In human CD34⁺ hematopoietic progenitor cells, Axl has been reported to be crucial for optimal signaling and biological activities of c-Kit,²⁰  which belongs to the same type III RTK family as FLT3.¹⁶  This prompted us to hypothesize that Axl may also play a role in FLT3 signaling and thus in AML driven at least in part by constitutively activated FLT3 such as that found in FLT3-ITD⁺ AML. In the present study, we provide evidence that supports a role for Axl in regulating the constitutive activation of FLT3 in FLT3-ITD⁺ AML.

The MV4;11 human FLT3-ITD⁺ AML cell line (ATCC, Manassas, VA) was cultured in RPMI1640 medium (Invitrogen, Grand Island, NY) supplemented with 10% fetal bovine serum and antibiotics and maintained at 37°C and 5% CO₂. Thawed, viably cryopreserved primary leukemic blasts for the in vitro studies were previously obtained from FLT3-ITD⁺ and FLT3–wild-type (WT) AML patients who provided written consent in accordance with the Declaration of Helsinki and with the approval from The Ohio State University Institutional Review Board.
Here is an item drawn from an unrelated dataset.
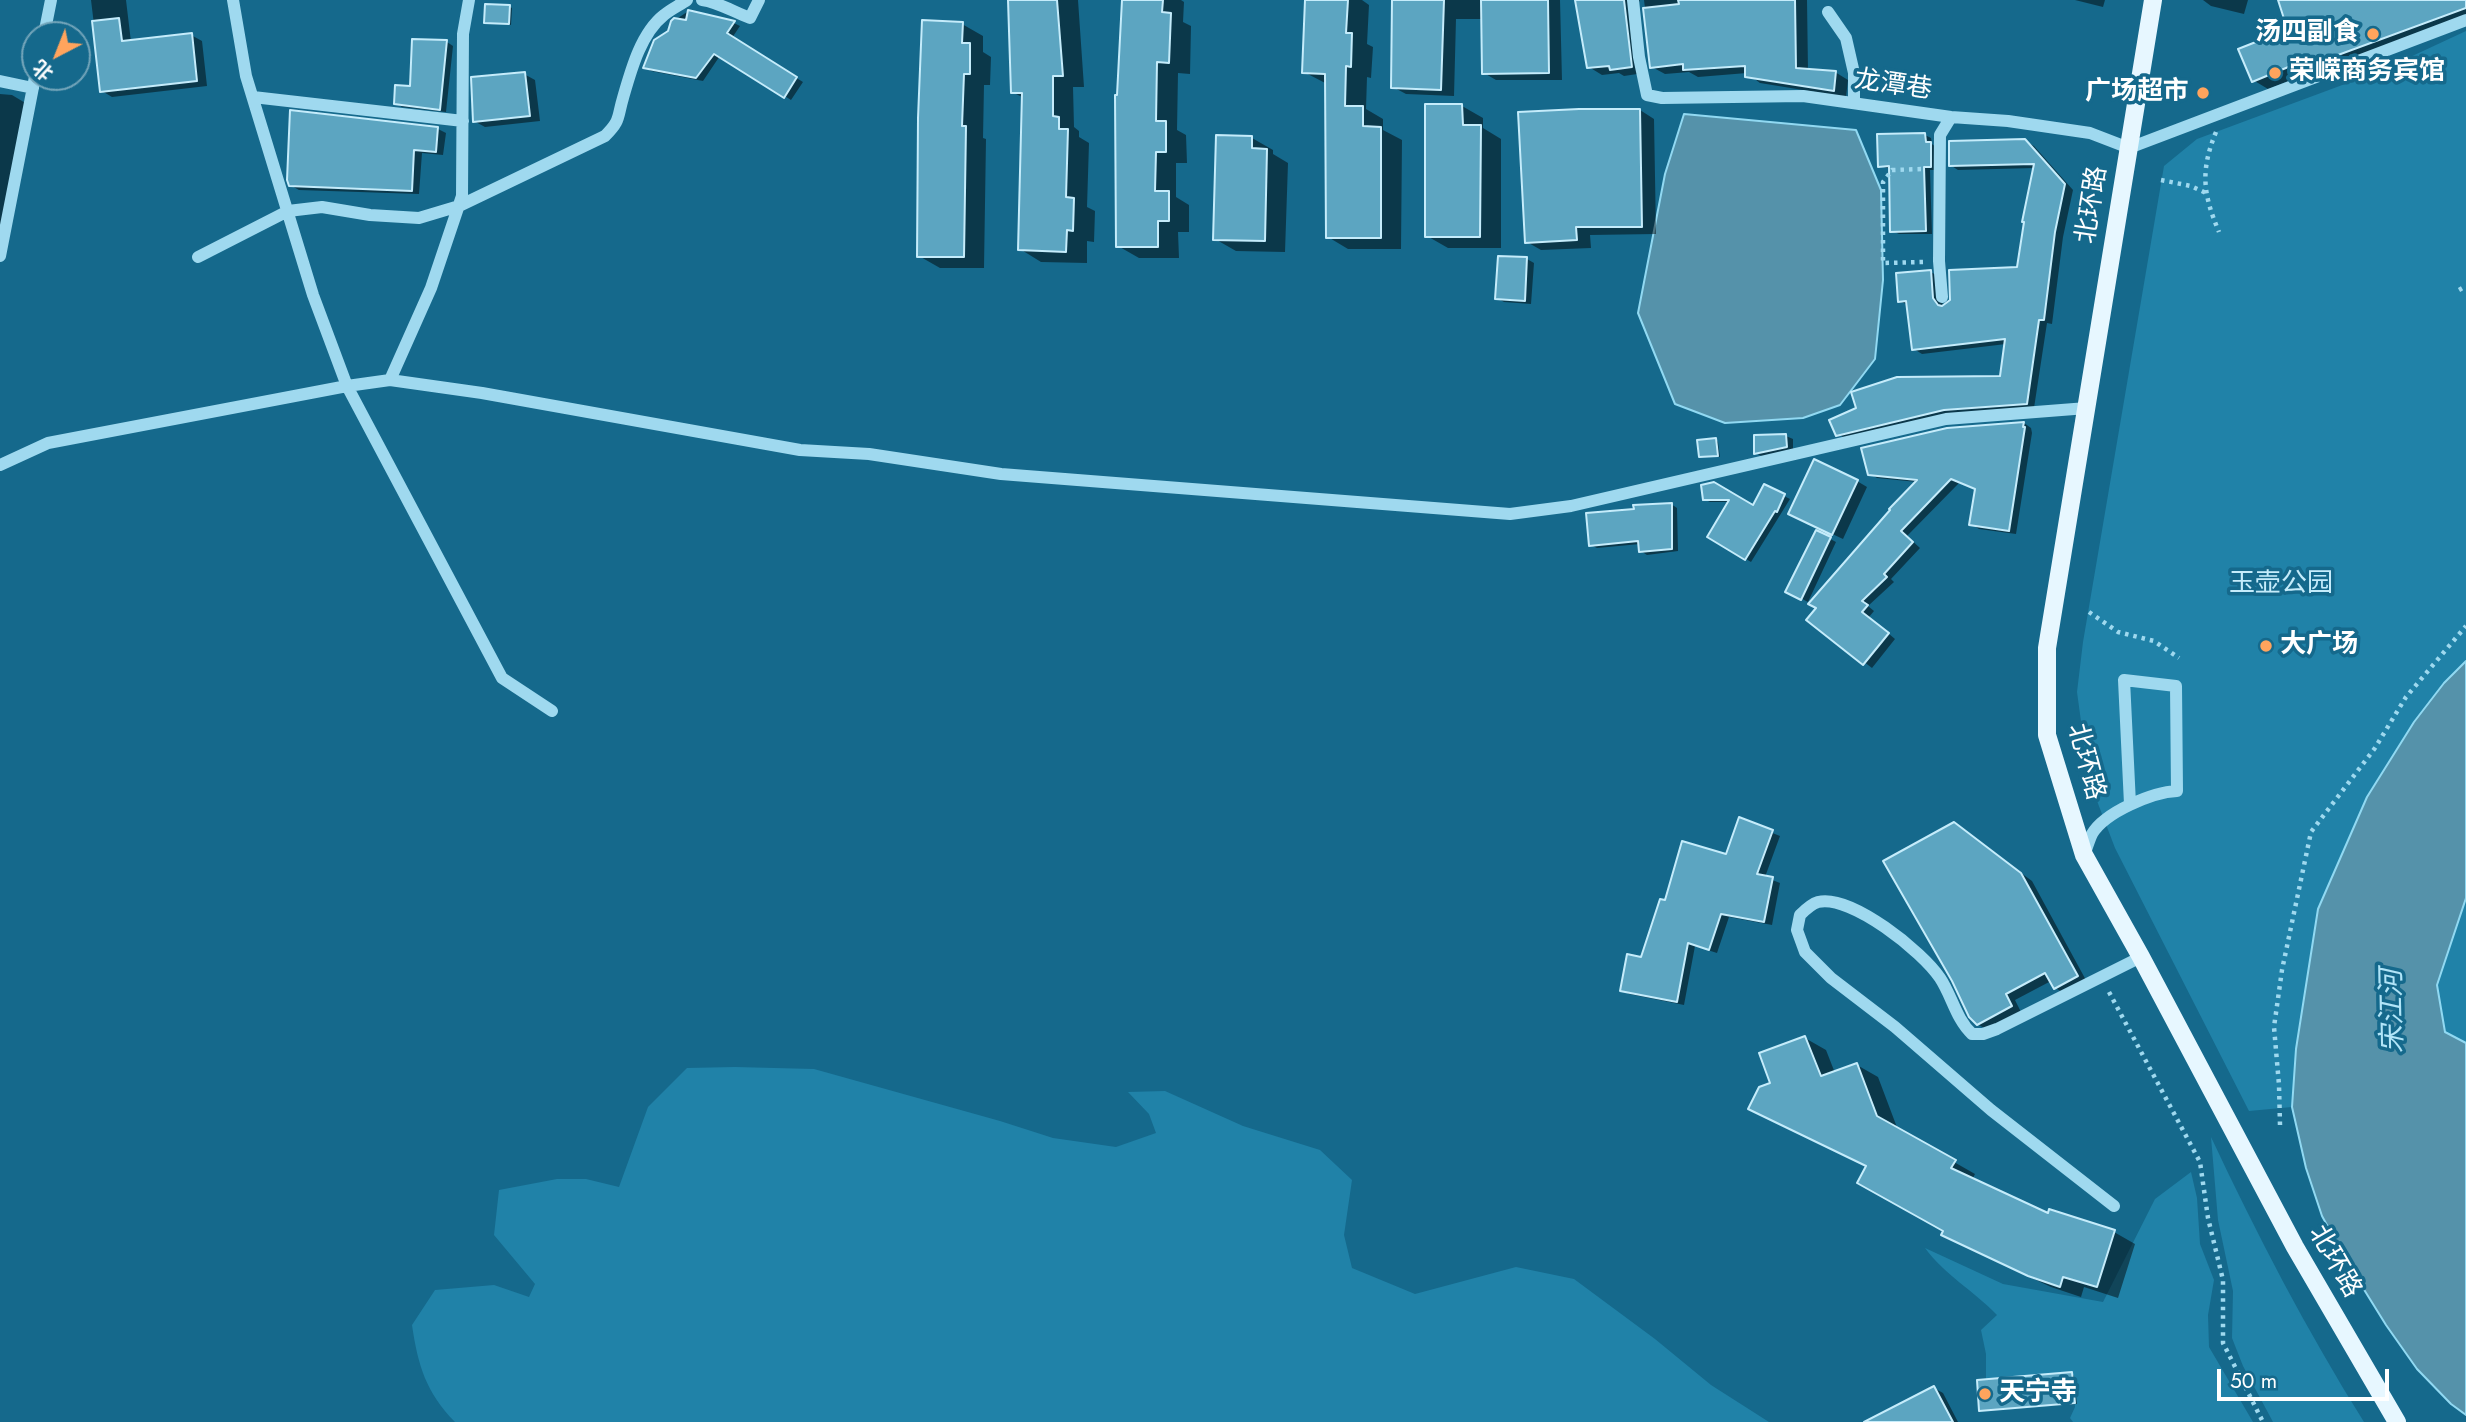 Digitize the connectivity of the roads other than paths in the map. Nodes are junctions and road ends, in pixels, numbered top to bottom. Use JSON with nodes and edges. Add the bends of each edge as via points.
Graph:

Human Control-Fc (Ctrl-Fc) and Axl-Fc chimeric proteins used in the in vitro studies were purchased from R&D Systems (Minneapolis, MN) and were placed in cultures at a final concentration of 1 μg/mL. All antibodies used for flow cytometric analyses were purchased from BD Biosciences (San Diego, CA), unless otherwise noted. PKC412 and XL-880 were purchased from LC Laboratories (Woburn, MA) and Selleck Chemicals (Houston, TX), respectively.

Total RNA was isolated from the cells treated as indicated in the figures by using RNeasy RNA isolation kit (QIAGEN, Germany). Complementary DNA was generated using Moloney murine leukemia virus reverse transcriptase (Invitrogen) and was subject to polymerase chain reaction (PCR) with Taq DNA polymerase (Invitrogen). Primer sequences and PCR conditions for Axl,¹⁰  Mer,²¹  Gas6,²²  and protein S²³  were described previously. The mRNA levels for C/EBPα,²⁴  PU.1,²⁴  elastase 2,²⁵  myeloperoxidase,²⁵  and lysozyme²⁵  were measured by real-time reverse transcription PCR (RT-PCR) using SYBR-Green (Applied Biosystems, Foster City, CA). 18S rRNA was measured and used as a normalization control.

To detect phospho-Axl, phospho–extracellular signal-regulated kinase (ERK), phospho-AKT, phospho-C/EBPα, C/EBPα, phospho-FLT3 (Tyr589/591), FLT3, and phospho-STAT5, cells were treated as described in the figure legends, lysed, and subjected to sodium dodecyl sulfate polyacrylamide gel electrophoresis followed by transfer to nitrocellulose membrane. The nitrocellulose membrane was then incubated with primary antibodies against proteins mentioned above (Cell Signaling, Danvers, MA), except anti–phospho-STAT5 (BD Biosciences), followed by incubation with either anti-rabbit or anti-mouse secondary antibody conjugated with horseradish peroxidase (Santa Cruz Biotechnology). An enhanced chemiluminescence system (GE Healthcare, UK) was used for detection of proteins. Actin was used as a loading control. For immunoprecipitation, cells were lysed and the resulting supernatants were precleared by incubation with normal rabbit immunoglobulin G (IgG; Santa Cruz Biotechnology) for 1 hour at 4°C. After centrifugation, the supernatants were incubated with anti-Axl or anti-FLT3 rabbit antibody (Cell Signaling) at 4°C overnight, which was further incubated with Protein A-agarose beads (Santa Cruz Biotechnology) for 3 hours at 4°C. After centrifugation and washing at 4°C, protein-bead complexes were boiled and subjected to immunoblot analysis.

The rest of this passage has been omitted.